Record extracts below:

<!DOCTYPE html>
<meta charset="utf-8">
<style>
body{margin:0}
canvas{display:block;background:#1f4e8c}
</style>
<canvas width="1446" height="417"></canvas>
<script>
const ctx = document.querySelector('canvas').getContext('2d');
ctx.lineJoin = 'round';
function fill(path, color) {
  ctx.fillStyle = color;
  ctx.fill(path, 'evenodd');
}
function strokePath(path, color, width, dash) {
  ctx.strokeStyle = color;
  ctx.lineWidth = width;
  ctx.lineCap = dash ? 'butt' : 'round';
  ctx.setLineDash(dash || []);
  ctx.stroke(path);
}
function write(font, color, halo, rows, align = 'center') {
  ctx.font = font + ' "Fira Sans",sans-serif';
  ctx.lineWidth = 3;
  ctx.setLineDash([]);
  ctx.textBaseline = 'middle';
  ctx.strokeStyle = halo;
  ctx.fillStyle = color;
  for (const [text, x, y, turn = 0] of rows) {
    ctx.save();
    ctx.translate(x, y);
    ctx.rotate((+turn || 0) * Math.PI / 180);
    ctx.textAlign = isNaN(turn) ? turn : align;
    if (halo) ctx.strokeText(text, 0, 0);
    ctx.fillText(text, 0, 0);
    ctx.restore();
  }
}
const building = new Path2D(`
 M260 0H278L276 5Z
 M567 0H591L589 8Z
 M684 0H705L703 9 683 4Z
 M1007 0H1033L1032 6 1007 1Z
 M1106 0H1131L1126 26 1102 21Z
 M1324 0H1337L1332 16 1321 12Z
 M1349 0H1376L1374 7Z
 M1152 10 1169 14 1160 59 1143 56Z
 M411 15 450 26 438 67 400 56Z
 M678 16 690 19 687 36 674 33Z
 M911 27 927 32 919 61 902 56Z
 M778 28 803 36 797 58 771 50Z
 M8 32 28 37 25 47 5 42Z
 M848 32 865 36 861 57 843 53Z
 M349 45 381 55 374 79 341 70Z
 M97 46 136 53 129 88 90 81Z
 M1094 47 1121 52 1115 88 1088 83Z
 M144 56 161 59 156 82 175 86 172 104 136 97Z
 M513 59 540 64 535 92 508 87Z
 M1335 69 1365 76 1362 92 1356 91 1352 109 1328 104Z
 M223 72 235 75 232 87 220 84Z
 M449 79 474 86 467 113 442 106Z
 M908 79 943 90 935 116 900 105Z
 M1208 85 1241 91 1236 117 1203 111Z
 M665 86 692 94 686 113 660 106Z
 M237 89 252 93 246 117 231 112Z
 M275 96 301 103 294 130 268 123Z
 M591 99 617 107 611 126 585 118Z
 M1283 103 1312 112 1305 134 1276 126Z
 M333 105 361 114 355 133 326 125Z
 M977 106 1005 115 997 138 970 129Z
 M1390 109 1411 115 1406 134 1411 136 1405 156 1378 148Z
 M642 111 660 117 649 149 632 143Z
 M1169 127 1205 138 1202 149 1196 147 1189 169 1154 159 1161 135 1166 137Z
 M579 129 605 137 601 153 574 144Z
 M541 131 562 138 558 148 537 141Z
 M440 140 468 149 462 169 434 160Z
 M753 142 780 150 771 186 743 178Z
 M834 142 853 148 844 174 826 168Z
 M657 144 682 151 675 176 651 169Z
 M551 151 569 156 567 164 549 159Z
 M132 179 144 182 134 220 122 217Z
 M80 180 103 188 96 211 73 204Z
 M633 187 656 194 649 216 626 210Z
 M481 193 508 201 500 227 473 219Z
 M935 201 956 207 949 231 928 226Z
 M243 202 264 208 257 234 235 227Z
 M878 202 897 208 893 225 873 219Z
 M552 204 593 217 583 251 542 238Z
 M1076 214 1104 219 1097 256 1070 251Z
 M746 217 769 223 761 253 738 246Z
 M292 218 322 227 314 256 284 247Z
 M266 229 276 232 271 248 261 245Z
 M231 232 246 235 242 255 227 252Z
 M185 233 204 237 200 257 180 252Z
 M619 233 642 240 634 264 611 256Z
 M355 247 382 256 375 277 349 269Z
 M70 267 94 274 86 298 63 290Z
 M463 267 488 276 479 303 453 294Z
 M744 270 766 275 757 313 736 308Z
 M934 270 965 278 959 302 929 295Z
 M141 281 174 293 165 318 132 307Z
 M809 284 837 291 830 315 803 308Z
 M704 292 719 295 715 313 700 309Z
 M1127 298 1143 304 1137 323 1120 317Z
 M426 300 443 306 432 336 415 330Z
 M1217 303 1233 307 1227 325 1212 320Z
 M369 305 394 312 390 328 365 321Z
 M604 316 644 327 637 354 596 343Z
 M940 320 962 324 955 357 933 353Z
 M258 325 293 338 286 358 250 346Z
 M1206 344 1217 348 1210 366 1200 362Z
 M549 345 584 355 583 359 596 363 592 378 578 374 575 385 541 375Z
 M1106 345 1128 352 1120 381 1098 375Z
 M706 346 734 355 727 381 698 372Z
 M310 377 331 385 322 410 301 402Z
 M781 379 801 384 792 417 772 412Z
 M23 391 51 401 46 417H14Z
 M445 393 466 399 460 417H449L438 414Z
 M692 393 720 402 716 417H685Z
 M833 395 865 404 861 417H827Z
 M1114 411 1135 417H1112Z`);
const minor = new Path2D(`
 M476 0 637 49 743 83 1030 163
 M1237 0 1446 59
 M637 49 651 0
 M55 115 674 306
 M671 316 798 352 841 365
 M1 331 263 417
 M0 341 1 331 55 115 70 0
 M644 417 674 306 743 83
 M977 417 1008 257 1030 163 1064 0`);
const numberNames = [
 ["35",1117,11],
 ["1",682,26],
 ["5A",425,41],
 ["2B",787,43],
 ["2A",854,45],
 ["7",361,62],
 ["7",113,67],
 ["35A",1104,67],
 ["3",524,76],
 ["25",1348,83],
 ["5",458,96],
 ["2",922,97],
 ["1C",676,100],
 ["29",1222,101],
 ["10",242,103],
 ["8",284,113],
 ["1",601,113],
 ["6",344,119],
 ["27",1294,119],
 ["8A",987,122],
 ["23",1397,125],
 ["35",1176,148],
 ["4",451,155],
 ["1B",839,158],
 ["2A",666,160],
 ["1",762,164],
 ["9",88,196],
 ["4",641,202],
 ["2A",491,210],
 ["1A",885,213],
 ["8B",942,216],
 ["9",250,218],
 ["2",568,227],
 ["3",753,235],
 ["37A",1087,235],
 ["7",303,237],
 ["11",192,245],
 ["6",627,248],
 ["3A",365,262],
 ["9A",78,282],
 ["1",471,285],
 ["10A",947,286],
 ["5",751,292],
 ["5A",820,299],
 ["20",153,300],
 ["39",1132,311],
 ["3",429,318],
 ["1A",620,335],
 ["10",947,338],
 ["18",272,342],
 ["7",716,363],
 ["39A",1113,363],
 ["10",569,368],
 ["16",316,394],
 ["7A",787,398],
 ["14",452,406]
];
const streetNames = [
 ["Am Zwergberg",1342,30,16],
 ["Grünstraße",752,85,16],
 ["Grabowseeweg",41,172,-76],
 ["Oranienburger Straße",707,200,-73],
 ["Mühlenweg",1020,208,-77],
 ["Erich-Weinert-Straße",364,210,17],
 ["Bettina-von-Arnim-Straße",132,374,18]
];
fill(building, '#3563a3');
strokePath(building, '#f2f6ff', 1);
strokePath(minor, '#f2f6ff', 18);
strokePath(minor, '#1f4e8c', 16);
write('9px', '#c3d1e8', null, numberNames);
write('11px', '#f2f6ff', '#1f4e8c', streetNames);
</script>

End of Record extracts.

## Exercise
Reproduce every line from the preceding data in which the word "setLineDash" can be found.

## Task solution
  ctx.setLineDash(dash || []);
  ctx.setLineDash([]);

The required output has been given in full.